Page 97 of Time For Us


Font Size:  

“Yes,” I whisper, tasting his tears and mine as they mingle between our mouths. “I’ve loved you since I was nine. I’ve been in love with you since I was fourteen. I know it makes no sense, but loving Jeremy didn’t mean I stopped loving you. I’ll always love you, Lucas. Please don’t leave me. Don’t ever leave me.”

The words rip something open inside me, allowing a new facet of grief to surge forward. Turns out acceptance is loss, too, as the lies I’ve wrapped around myself to avoid pain are stripped away.

This grief is a slow wave, bright instead of the usual dark. As it filters through me, fills me up, it feels like being put together again after decades of being half-whole.

Maybe it will never make sense—that my heart loves two men—but I’m no longer able to deny the truth: I belonged with Jeremy then, and I belong with Lucas now.

He kisses the tears from beneath my eyes. “I won’t leave you. I promise. I’ll even let you die before me—many, many years from now.”

I laugh, which mutates into sobs again. They’re softer, though. Spring rain instead of a winter storm. “You’re my Peapod, too,” I tell him.

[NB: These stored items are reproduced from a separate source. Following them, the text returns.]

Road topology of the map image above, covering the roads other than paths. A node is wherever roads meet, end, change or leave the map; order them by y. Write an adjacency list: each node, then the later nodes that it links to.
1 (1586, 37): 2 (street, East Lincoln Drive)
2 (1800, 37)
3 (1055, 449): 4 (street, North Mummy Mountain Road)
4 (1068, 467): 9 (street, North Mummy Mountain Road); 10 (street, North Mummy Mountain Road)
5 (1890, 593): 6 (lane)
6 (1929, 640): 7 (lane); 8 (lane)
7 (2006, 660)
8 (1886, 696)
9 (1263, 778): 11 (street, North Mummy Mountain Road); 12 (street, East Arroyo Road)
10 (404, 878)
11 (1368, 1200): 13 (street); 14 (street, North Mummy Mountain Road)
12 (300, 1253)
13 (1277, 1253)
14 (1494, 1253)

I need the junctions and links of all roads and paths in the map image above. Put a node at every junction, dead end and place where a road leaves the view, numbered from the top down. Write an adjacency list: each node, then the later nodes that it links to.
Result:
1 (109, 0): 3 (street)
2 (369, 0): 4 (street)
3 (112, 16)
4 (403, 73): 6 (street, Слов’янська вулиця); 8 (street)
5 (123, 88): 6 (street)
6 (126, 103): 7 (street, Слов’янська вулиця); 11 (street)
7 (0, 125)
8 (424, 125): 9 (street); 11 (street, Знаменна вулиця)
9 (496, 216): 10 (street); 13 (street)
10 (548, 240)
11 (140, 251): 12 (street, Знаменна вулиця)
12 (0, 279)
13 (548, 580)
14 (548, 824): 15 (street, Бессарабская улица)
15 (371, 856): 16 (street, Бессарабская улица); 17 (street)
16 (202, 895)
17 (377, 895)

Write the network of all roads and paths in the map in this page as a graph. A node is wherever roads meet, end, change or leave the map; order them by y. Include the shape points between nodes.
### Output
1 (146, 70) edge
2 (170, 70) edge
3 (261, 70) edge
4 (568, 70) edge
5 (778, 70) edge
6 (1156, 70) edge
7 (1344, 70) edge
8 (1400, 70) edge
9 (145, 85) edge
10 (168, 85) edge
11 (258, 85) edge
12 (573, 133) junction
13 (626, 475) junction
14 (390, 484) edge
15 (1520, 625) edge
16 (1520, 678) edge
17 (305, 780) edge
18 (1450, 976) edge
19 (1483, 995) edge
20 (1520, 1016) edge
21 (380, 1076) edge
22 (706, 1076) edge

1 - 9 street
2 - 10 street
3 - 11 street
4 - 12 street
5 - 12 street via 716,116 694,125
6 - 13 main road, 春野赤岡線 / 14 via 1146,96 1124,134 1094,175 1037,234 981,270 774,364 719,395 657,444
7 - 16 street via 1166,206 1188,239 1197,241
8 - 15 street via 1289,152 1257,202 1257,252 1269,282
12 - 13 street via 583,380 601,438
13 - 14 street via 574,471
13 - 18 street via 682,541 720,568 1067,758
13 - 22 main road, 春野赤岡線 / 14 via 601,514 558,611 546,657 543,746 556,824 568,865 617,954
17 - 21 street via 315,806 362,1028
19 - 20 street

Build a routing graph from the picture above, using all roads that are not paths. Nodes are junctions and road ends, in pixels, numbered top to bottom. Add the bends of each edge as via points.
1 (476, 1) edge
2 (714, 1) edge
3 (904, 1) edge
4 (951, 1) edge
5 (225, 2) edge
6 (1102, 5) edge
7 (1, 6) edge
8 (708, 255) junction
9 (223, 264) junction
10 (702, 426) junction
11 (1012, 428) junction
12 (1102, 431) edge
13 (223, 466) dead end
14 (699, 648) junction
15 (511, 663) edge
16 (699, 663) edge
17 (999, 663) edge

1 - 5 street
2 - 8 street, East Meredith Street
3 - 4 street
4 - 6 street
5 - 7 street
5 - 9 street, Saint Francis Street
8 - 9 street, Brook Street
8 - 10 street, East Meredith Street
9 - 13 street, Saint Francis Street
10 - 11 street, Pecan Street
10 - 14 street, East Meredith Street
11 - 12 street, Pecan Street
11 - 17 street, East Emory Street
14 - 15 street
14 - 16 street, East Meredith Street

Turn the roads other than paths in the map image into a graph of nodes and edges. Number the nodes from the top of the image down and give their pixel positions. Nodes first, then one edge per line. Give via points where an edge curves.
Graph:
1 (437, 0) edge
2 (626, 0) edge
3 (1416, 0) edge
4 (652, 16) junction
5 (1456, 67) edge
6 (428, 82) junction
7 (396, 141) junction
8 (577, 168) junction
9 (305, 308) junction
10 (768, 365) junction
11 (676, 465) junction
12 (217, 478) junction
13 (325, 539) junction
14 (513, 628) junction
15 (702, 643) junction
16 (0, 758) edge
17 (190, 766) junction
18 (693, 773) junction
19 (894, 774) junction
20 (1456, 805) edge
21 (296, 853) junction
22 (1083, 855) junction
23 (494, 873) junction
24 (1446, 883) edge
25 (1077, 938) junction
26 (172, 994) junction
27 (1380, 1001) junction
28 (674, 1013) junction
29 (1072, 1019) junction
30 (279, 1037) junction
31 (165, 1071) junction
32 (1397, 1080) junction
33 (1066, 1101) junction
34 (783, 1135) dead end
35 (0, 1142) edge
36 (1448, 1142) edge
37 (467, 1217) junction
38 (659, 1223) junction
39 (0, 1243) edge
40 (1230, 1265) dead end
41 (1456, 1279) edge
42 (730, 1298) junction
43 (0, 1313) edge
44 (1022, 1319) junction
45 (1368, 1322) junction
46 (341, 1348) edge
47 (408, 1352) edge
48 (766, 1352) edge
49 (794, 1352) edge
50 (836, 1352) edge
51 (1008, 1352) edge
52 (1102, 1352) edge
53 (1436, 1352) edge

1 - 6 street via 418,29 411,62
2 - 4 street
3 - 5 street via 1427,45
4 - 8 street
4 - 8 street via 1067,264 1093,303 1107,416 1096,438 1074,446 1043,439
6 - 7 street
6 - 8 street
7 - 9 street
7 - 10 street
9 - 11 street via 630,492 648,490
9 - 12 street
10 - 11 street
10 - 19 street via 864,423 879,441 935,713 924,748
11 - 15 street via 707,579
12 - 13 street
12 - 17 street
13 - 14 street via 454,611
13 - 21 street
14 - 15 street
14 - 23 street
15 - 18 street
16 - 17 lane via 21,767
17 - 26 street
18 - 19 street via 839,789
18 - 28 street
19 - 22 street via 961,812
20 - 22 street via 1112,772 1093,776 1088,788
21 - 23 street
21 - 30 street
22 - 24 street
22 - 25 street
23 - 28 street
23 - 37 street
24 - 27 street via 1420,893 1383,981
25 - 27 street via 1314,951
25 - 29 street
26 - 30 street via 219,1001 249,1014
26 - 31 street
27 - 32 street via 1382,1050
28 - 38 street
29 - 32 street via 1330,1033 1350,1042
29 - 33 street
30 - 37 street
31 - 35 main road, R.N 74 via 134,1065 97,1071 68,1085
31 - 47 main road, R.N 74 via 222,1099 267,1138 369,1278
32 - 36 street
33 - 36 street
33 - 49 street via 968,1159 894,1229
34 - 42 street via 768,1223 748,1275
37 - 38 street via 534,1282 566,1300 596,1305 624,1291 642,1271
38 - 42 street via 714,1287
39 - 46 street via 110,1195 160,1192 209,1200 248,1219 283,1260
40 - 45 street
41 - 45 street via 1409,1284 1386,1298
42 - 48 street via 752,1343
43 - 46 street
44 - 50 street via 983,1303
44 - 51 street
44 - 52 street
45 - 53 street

He laughs. I laugh, too. And then we cry and laugh and hold each other in the cold water until we hear the familiar rhythmic splashing of oars.

A canoe manned by two fishermen glides close. They give us wide-eyed stares. One of them asks, “You two all right?”

Lucas looks at me. “Yeah, thanks.”

“Actually,” I say, smiling brightly at the men, “my friend here isn’t a very strong swimmer. I came out to rescue him, but I’m not sure I can support his weight all the way in. Can we get a haul to shore?”

Lucas sighs.

The men smirk and throw us a rope.

We sit shoulder to shoulder on the end of the dock, the sun slowly drying our wet skin. The fishermen are long gone, and the air is still, the lake a mirror reflecting wispy clouds and distant mountains that sit like a hat atop the tree line.

Our fingers are linked tight, braced on the warm wood between our knees.

“Do you want to read the letter?” he asks.

I shake my head. “That’s okay. I think I already know what it said. He wanted you to come back and take care of me, right?”

He nods, his eyes tearing. Mine are leaking too.

There have been times in the past when I was convinced I had no more tears left in my body, that the necessary function itself was broken from gross overuse. But if I’ve learned anything, it’s that there will always be more tears. Always more joy, more sadness. More to feel.

More life.

“I wouldn’t change anything,” I tell him, surprised when I find the words honest.

“I wouldn’t, either,” he says, then he chuckles. “I think he was wrong, anyway. You never would have accepted me back then. I even tried, remember?”

I do—though I’ve spent years forcing myself to forget the conversation we had leading up to our fight.

“I’ll move home.”

I lifted my empty gaze from the dirt. “Why?”

“For you, Peapod.”

“No,” I whispered. “Go back to Seattle, Lucas. I’m fine. I have support.”

“But—”

“No. Sun River isn’t your home anymore.”

A light drizzle misted the air around us, slowly progressing into a steady rainfall. I watched the freshly churned dirt grow darker.

Beneath the numbness, all I felt was rage. Everything was wrong.